# Exercise details
The required output is a number: how many lines of the data below include the string "Write".

# Working data

=== Begin Enclosure ===

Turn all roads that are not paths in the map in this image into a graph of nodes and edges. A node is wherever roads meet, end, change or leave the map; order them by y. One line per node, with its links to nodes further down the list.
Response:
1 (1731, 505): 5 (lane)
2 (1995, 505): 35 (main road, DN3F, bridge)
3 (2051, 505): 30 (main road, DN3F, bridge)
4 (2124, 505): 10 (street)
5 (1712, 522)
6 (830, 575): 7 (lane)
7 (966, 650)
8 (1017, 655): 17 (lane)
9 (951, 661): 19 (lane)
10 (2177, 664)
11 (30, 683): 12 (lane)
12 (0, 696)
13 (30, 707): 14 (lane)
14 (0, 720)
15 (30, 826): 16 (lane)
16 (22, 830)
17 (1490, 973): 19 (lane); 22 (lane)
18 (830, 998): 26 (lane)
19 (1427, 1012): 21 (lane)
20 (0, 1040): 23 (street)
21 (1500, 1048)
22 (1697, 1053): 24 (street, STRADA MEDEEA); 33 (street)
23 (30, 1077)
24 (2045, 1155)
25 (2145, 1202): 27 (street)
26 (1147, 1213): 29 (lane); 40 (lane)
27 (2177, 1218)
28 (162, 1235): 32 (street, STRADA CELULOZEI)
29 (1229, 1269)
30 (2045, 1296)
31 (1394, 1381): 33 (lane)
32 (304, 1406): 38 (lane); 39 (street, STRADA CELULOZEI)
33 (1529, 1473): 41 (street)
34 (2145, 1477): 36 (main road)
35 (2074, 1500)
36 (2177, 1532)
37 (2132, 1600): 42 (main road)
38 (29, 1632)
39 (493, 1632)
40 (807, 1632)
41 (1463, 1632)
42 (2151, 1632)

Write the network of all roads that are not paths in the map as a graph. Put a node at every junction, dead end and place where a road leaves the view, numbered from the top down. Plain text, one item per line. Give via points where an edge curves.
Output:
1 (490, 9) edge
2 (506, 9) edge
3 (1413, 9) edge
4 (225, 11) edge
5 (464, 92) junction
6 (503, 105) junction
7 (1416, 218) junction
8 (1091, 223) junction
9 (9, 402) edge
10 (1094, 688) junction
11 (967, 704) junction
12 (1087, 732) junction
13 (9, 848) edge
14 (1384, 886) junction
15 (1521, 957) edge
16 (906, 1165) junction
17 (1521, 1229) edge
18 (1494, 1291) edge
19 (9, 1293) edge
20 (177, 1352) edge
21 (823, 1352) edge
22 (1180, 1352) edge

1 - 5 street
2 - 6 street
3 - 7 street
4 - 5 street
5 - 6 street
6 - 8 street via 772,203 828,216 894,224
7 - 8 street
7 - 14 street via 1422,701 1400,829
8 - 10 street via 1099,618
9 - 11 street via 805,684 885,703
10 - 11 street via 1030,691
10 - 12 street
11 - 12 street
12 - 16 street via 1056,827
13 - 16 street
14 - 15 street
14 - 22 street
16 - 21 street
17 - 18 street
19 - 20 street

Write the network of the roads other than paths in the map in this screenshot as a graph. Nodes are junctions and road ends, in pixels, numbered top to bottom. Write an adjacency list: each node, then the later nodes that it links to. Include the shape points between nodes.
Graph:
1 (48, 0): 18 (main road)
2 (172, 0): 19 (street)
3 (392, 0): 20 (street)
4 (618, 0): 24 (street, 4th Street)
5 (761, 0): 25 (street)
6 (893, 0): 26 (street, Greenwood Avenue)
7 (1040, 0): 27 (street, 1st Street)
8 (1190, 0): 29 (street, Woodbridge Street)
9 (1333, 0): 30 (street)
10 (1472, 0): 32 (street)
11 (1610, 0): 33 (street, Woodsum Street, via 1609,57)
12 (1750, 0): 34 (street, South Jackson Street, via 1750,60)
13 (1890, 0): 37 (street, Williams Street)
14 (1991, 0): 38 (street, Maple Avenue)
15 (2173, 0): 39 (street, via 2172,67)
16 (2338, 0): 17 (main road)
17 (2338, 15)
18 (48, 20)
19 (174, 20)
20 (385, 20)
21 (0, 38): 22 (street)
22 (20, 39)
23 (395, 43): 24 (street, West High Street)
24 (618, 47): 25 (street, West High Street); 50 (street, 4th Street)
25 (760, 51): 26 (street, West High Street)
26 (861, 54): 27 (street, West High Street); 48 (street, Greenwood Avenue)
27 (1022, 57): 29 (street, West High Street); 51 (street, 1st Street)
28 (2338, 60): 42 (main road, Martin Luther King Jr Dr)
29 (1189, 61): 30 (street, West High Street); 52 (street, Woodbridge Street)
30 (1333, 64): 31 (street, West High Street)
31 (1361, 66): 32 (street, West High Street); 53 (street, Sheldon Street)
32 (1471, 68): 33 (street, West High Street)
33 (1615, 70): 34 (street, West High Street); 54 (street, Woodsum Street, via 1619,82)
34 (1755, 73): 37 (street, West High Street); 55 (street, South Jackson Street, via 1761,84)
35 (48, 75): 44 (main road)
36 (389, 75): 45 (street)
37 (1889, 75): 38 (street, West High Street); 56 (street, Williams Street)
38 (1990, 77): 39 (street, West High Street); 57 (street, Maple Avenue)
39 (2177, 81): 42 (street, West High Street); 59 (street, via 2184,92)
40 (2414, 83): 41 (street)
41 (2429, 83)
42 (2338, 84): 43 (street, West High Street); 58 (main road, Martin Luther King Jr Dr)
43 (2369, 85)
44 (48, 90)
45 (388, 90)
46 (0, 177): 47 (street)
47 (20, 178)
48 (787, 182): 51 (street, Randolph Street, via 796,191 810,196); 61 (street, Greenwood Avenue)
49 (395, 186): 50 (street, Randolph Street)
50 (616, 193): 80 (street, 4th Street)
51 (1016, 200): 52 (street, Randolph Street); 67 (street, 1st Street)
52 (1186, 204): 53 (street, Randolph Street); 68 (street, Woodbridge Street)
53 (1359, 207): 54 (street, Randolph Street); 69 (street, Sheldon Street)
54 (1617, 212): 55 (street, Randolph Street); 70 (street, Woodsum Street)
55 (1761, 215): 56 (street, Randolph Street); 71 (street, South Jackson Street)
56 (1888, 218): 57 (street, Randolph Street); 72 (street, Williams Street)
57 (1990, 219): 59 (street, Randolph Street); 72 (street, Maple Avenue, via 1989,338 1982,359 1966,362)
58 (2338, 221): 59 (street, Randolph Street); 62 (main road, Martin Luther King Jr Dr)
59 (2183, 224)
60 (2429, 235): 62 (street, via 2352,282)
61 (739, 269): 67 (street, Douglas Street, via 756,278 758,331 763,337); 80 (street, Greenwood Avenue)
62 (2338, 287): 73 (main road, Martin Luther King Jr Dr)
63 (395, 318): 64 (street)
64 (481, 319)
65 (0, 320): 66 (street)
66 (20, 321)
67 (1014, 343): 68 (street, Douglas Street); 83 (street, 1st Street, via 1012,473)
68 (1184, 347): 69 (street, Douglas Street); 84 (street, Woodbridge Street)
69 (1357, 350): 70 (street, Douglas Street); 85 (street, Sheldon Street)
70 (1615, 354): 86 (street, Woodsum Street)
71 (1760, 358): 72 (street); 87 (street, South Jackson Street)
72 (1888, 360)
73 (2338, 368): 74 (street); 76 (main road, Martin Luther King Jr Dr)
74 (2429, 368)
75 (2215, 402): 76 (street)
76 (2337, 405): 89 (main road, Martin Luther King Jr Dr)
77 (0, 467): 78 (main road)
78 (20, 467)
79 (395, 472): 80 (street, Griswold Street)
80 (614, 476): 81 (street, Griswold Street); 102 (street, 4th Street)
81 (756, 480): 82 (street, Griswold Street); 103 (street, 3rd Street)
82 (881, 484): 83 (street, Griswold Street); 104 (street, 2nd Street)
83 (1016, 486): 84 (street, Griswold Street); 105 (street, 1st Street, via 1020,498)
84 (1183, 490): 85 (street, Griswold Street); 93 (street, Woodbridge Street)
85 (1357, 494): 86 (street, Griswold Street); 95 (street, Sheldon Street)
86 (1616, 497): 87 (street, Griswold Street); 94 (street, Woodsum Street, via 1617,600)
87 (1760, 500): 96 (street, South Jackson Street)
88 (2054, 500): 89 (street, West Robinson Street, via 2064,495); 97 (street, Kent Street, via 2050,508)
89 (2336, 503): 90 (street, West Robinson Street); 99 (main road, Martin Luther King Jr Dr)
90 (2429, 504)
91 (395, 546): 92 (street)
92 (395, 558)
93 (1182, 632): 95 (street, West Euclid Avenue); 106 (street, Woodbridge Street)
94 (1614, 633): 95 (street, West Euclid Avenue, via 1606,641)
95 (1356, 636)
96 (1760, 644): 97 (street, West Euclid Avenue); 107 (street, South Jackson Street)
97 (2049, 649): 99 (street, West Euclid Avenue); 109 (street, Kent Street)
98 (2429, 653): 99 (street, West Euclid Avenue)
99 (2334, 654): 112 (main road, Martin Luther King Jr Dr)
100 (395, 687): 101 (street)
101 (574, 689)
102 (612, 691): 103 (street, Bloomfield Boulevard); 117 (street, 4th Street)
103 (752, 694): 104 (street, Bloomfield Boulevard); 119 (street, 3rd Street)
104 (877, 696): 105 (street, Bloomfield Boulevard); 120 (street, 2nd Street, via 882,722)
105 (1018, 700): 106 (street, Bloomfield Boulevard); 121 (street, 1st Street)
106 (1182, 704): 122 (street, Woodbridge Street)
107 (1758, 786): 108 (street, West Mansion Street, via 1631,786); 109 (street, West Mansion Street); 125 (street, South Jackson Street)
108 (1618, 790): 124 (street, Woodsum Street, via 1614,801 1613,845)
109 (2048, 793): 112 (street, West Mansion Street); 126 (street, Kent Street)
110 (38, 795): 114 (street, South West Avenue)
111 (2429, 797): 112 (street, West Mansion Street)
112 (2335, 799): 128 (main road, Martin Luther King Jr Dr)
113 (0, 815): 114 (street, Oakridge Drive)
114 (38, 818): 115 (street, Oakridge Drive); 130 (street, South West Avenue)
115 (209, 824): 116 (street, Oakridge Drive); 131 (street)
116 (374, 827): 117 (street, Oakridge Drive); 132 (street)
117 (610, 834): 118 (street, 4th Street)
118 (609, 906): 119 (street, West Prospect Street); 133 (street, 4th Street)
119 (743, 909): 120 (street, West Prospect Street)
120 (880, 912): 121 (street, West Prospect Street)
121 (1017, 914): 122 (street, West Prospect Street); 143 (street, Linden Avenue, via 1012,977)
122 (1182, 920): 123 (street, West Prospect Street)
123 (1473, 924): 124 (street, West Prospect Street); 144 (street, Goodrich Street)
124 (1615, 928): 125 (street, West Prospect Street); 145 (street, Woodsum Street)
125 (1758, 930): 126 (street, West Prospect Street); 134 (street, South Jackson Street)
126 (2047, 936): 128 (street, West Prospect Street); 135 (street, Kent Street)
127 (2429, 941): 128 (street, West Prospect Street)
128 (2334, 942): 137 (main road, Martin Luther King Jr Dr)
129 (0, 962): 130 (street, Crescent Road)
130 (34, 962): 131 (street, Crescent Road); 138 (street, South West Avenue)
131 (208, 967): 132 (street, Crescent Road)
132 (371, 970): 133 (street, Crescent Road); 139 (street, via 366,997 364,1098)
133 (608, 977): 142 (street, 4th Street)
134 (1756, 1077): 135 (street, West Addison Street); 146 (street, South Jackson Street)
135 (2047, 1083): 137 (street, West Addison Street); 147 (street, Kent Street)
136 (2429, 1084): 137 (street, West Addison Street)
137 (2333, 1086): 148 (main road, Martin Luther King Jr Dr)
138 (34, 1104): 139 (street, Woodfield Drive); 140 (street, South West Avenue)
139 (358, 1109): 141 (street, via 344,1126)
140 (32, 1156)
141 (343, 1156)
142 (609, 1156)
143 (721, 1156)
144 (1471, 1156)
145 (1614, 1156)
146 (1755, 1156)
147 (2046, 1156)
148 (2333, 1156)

=== End Enclosure ===

# Answer for the task
2